The relationship between British car specifications and the units used in British road signs is an awkward one. This makes some conversions between imperial and metric units inevitable. The conversion factors are not round numbers so if you want to work out some practical measurements, you will either need to be good at mental arithmetic or you will need a calculator.
Vehicle dimensions in car specifications and car manuals are expressed in metric units. While the TSRGD 2016 made metric units on vehicle dimension signs mandatory for the first time, existing imperial-only versions can remain in place until they wear out and need replacement. There are still many that only show feet and inches. Now, if you are buying a van, over 2.2 metres in width and there is a maximum width limit sign with a measurement of 6 feet 6 inches on the road to your house, how easily can you work out if your vehicle will pass through the bollards on each side? Or if you are driving a lorry that is 2.9 metres tall and you see a maximum height limit sign of 9 feet 3 inches, can you work out if you will hit the bridge?
When you drive on a motorway, you have probably seen marker posts on the sides of motorway with numbers that increase or decrease in increments of one tenth. Have you ever wondered why your odometer does not change at the same rate as the marker posts as you go past each one? No, there is nothing wrong with your odometer! The marker posts show kilometres while your odometer shows miles.
The speedometer in your car shows both miles and kilometres. This is a legal requirement. The legal requirement to show kilometres was introduced in preparation for Britain’s changeover to kilometres on British roads, which has not happened yet. While Britain retains miles on its road traffic signs, we are stuck with a dual display of miles and kilometres on our speedometers.
Car CO2 emissions are given in grams per kilometre. However, long road distances are only shown in miles. So how many grams of CO2 emissions will be caused by travelling from London to Oxford, a distance of 60 miles? When you see distances in miles and fractions of a mile, would you know how to work out emissions?

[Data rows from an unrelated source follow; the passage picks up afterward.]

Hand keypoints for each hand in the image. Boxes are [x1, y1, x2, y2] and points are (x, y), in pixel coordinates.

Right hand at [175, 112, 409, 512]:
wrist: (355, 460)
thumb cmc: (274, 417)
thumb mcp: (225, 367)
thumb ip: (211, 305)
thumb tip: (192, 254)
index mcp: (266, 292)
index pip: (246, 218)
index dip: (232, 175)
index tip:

With the aim of reducing emissions, governments are encouraging the switch to electric and hybrid cars. So how should their power be expressed: horsepower (a unit proposed by James Watt around 250 years ago when horses where the main source of motive power) or the kilowatt (named after you-know-who and a universal unit for electrical power, understood by anyone who owns an electric kettle)? And how should fuel economy be measured to enable the performance of all types of car – petrol, diesel, hybrid and electric – to be compared?

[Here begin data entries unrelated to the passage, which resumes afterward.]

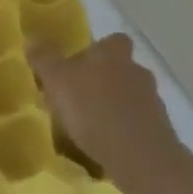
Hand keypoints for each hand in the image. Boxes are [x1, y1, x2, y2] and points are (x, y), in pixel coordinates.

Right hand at [29, 34, 181, 185]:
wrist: (140, 157)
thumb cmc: (93, 109)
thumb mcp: (57, 80)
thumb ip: (44, 58)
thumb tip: (31, 37)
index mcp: (113, 53)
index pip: (111, 40)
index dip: (98, 49)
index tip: (81, 62)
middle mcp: (137, 71)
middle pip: (121, 68)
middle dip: (103, 79)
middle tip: (79, 96)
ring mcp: (153, 101)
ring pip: (130, 96)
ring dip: (114, 106)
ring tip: (90, 125)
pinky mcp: (160, 131)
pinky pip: (137, 123)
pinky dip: (124, 129)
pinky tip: (107, 144)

Fuel economy figures for petrol and diesel cars are expressed in miles per gallon and in litres per 100 kilometres. Both fuel economy measures are awkward when fuel sold by the litre and long road distances are only expressed in miles. For example, suppose that you want to drive from London to Manchester, a distance of 210 miles and you fuel consumption is 50 miles per gallon. Do you know how to work out how many litres of fuel you will need for your journey? Or suppose that your fuel consumption is 5 litres per 100 kilometres. Do you know how to use that to work out how much fuel you will need to drive 210 miles?

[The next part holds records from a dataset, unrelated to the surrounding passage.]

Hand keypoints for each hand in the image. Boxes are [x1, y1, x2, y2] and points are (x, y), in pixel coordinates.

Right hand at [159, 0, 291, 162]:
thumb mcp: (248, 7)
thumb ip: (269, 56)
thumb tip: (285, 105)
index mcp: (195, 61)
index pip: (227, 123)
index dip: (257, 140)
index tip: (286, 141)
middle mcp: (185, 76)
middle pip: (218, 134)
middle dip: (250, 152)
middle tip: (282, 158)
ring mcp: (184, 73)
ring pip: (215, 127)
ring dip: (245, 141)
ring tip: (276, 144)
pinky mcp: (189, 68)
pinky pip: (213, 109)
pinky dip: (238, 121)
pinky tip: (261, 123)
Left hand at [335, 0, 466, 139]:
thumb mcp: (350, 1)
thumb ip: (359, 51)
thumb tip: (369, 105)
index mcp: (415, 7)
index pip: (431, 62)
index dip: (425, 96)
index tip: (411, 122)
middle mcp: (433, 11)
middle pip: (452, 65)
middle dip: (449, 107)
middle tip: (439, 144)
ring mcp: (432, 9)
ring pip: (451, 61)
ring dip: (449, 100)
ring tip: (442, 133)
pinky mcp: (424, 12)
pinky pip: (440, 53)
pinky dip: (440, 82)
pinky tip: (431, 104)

I also wonder if many young drivers know how many litres there are in a UK gallon. Fuel ceased to be sold by the gallon in the mid-1980’s, so it is a mystery why we still use gallons for fuel economy measures. And how many British drivers would even attempt such calculations. You can only do these calculations if you know the relevant conversion factors and how to do the calculations, whether mentally or with a calculator. It would be a lot easier if we just used metric units, which are simple, straightforward and all based on powers of 10. But you know that already. How long before our politicians and the UK Department for Transport admit that they accept it too?